Given records
○ ○ ○

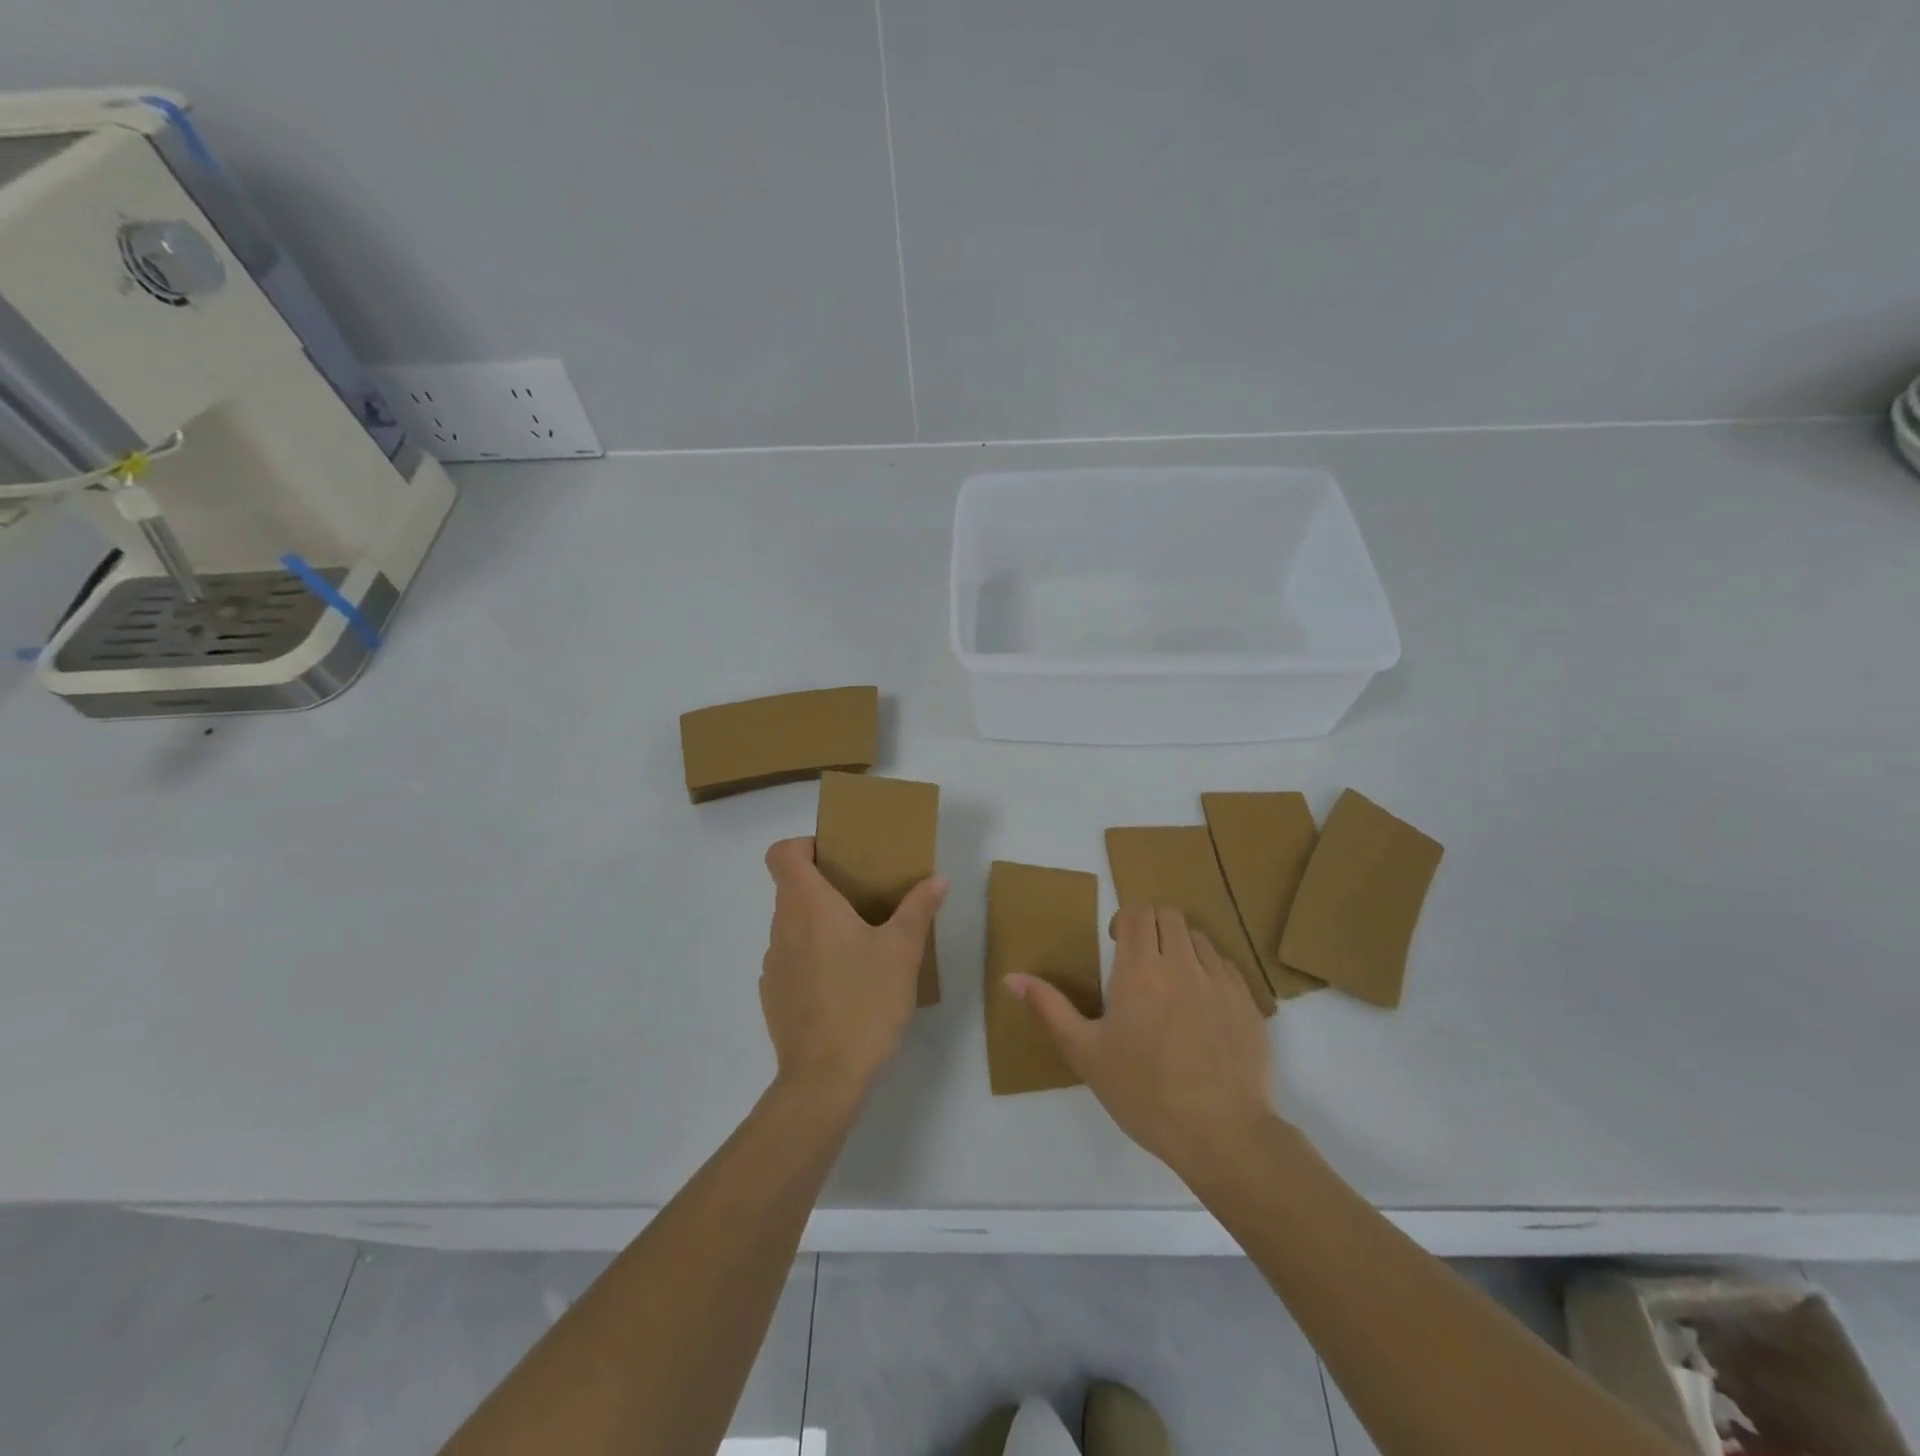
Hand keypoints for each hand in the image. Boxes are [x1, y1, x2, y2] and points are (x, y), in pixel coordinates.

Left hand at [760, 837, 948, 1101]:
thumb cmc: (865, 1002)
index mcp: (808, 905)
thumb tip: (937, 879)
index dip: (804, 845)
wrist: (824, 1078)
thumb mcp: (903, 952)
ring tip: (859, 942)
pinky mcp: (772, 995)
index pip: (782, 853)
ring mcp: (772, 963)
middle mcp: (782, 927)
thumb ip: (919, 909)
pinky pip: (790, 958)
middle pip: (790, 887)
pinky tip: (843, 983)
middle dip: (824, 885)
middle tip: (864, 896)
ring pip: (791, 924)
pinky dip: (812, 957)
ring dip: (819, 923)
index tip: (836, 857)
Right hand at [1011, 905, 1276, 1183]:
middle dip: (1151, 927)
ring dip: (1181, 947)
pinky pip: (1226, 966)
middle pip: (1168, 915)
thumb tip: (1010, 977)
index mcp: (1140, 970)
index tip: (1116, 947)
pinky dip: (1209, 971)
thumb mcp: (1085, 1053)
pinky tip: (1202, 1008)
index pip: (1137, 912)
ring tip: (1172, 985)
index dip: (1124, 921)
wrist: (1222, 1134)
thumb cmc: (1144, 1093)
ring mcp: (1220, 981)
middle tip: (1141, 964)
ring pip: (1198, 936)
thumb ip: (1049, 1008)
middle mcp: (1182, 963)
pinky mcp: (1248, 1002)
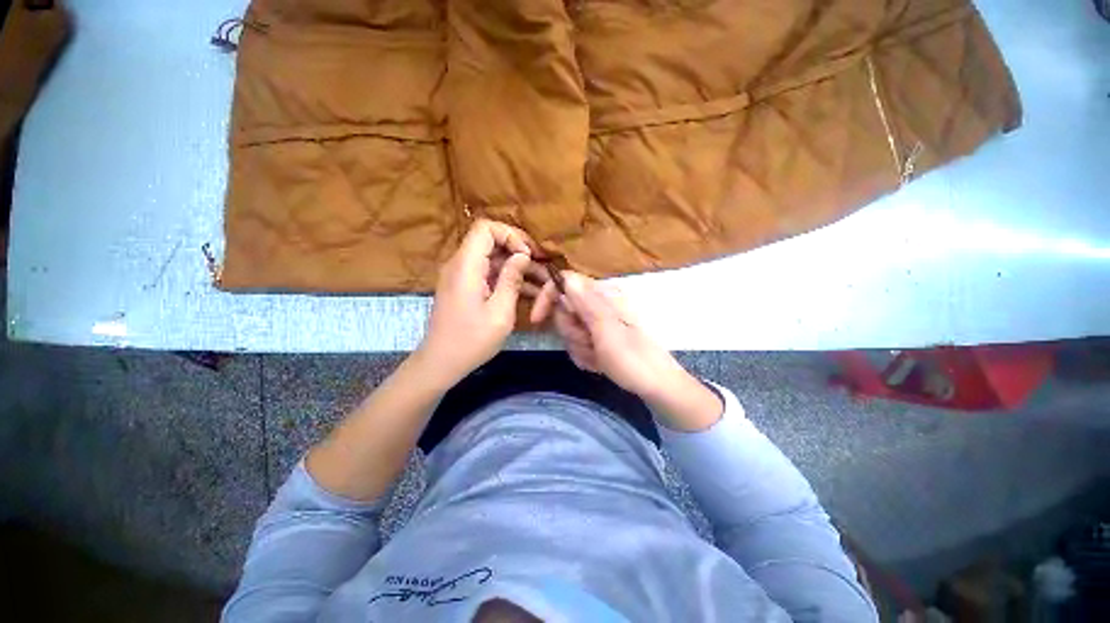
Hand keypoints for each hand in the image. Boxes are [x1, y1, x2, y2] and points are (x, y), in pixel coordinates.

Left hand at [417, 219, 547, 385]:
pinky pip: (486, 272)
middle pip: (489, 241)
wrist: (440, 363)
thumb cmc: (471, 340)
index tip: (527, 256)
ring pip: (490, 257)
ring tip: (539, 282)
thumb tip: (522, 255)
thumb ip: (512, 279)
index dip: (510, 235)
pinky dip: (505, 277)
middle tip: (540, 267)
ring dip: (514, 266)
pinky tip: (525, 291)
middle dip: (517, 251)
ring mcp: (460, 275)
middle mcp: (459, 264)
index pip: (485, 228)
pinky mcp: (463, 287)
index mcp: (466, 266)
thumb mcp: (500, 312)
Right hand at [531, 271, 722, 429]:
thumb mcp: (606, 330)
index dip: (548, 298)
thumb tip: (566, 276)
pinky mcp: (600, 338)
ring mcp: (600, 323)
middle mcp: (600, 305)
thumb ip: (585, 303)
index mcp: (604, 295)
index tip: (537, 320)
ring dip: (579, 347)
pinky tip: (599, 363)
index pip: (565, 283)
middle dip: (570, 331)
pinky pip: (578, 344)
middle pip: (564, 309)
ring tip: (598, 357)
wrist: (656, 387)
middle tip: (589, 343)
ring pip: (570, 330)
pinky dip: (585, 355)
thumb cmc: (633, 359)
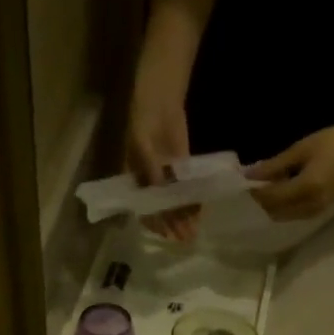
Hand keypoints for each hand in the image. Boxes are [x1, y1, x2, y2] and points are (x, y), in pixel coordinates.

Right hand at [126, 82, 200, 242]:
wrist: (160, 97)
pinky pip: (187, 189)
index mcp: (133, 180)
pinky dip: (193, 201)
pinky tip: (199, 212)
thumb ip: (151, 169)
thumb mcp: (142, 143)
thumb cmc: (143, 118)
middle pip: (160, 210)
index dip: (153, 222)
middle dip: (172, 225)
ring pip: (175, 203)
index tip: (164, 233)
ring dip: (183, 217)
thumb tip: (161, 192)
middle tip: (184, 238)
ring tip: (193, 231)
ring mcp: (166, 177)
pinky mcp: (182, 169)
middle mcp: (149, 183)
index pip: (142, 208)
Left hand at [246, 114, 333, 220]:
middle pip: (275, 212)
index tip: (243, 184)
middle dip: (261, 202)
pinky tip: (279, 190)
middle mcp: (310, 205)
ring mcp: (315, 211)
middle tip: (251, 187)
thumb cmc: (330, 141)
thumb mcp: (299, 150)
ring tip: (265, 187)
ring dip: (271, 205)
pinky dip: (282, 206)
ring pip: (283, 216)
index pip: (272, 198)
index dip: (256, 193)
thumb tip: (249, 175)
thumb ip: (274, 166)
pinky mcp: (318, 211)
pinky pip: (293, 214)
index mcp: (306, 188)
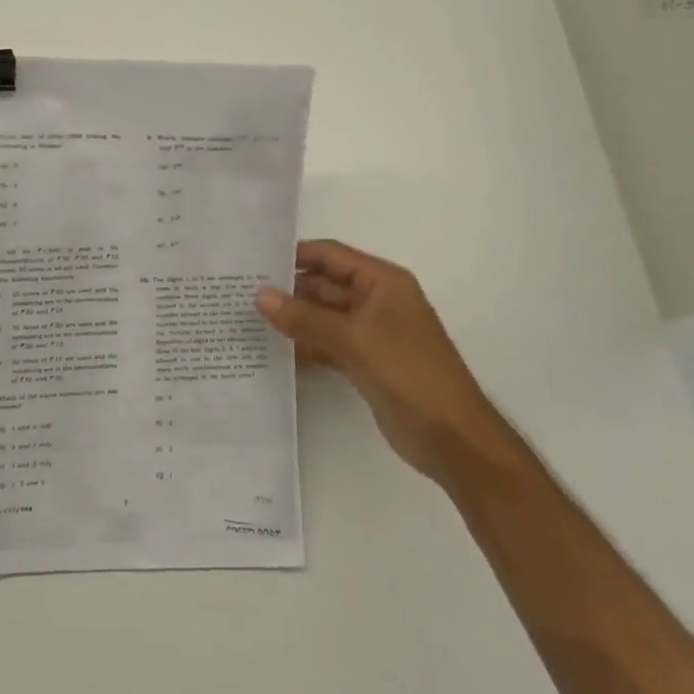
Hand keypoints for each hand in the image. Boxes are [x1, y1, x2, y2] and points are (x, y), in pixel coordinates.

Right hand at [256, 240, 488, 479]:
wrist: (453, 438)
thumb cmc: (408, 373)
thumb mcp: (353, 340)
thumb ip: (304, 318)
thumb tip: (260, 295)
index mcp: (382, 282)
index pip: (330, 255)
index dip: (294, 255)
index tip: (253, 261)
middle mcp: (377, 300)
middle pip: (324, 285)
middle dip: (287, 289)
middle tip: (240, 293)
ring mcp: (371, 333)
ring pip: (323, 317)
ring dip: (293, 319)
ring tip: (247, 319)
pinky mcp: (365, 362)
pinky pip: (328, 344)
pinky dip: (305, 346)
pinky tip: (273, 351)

○ ○ ○

Work required
Each word of the data should be repeated exactly, and the pictures left out.

Solution
Hand keypoints for each hand in the image. Boxes are [x1, y1, x2, y2] and points are (x, y), in pixel coordinates.

Left hand at [760, 837, 948, 1101]:
thumb cmc: (865, 1002)
index mcp: (808, 905)
thumb tip: (937, 879)
index dip: (804, 845)
wrist: (824, 1078)
thumb mcp: (903, 952)
ring tip: (859, 942)
pinky mcp: (772, 995)
index pip: (782, 853)
ring mcp: (772, 963)
middle mcp: (782, 927)
thumb ip: (919, 909)
pinky pip: (790, 958)
middle pip: (790, 887)
pinky tip: (843, 983)
middle dip: (824, 885)
middle tip: (864, 896)
ring pip: (791, 924)
pinky dip: (812, 957)
ring dip: (819, 923)
index tip: (836, 857)
Right hand at [1011, 905, 1276, 1183]:
middle dip: (1151, 927)
ring dip: (1181, 947)
pinky pip: (1226, 966)
middle pip: (1168, 915)
thumb tip: (1010, 977)
index mcp: (1140, 970)
index tip: (1116, 947)
pinky dip: (1209, 971)
thumb mcp: (1085, 1053)
pinky tip: (1202, 1008)
index pip: (1137, 912)
ring tip: (1172, 985)
index dip: (1124, 921)
wrist: (1222, 1134)
thumb cmc: (1144, 1093)
ring mcp: (1220, 981)
middle tip: (1141, 964)
ring pip: (1198, 936)
thumb ip: (1049, 1008)
middle mcp: (1182, 963)
pinky mcp: (1248, 1002)
Hand keypoints for each hand in the image. Boxes are [x1, y1, x2, y2] and points are (x, y), in pixel coordinates.

Left hand at [417, 219, 547, 385]:
pinky pip: (486, 272)
middle pip: (489, 241)
wrist: (440, 363)
thumb cmc: (471, 340)
index tip: (527, 256)
ring pip: (490, 257)
ring tip: (539, 282)
thumb tip: (522, 255)
thumb ip: (512, 279)
index dip: (510, 235)
pinky dip: (505, 277)
middle tip: (540, 267)
ring dip: (514, 266)
pinky tip: (525, 291)
middle dip: (517, 251)
ring mcp: (460, 275)
middle mcp: (459, 264)
index pip: (485, 228)
pinky mcp: (463, 287)
index mcp: (466, 266)
thumb mcp: (500, 312)
Right hand at [531, 271, 722, 429]:
thumb mcp: (606, 330)
index dip: (548, 298)
thumb tip: (566, 276)
pinky mcp: (600, 338)
ring mcp: (600, 323)
middle mcp: (600, 305)
thumb ip: (585, 303)
index mcp: (604, 295)
index tip: (537, 320)
ring dip: (579, 347)
pinky tip: (599, 363)
index pip: (565, 283)
middle dip: (570, 331)
pinky pip: (578, 344)
middle pip: (564, 309)
ring tip: (598, 357)
wrist: (656, 387)
middle tip: (589, 343)
ring pip: (570, 330)
pinky dip: (585, 355)
thumb cmc: (633, 359)
Hand keypoints for each hand in the image. Boxes are [x1, y1, x2, y2] and points are (x, y), in pixel coordinates.

Right hand at [126, 82, 200, 242]:
wrist: (160, 97)
pinky pip: (187, 189)
index mcp: (133, 180)
pinky dip: (193, 201)
pinky tip: (199, 212)
thumb ip: (151, 169)
thumb mcp: (142, 143)
thumb cmc: (143, 118)
middle pip: (160, 210)
index dip: (153, 222)
middle dip: (172, 225)
ring pip: (175, 203)
index tip: (164, 233)
ring dip: (183, 217)
thumb tip: (161, 192)
middle tip: (184, 238)
ring tip: (193, 231)
ring mcp: (166, 177)
pinky mcp: (182, 169)
middle mcp: (149, 183)
index pip: (142, 208)
Left hand at [246, 114, 333, 220]:
middle pip: (275, 212)
index tip: (243, 184)
middle dip: (261, 202)
pinky tip: (279, 190)
middle mcp: (310, 205)
ring mcp: (315, 211)
middle tip: (251, 187)
thumb cmc: (330, 141)
thumb mcp: (299, 150)
ring tip: (265, 187)
ring dip: (271, 205)
pinky dip: (282, 206)
ring pip: (283, 216)
index pip: (272, 198)
index dip: (256, 193)
thumb tip: (249, 175)
thumb ip: (274, 166)
pinky mcp: (318, 211)
pinky pip: (293, 214)
index mcp: (306, 188)
Hand keypoints for each hand in the image. Boxes are [x1, y1, x2, y2] and points are (x, y), in pixel coordinates.

Right hand at [256, 240, 488, 479]:
wrist: (453, 438)
thumb cmc: (408, 373)
thumb mcp: (353, 340)
thumb ip: (304, 318)
thumb tip: (260, 295)
index mcp: (382, 282)
index pip: (330, 255)
index dip: (294, 255)
index tip: (253, 261)
middle mcp: (377, 300)
middle pip: (324, 285)
middle dip: (287, 289)
middle tip: (240, 293)
ring mcp: (371, 333)
ring pip: (323, 317)
ring dip: (293, 319)
ring tip: (247, 319)
pinky mcp: (365, 362)
pinky pip: (328, 344)
pinky dip: (305, 346)
pinky tip: (273, 351)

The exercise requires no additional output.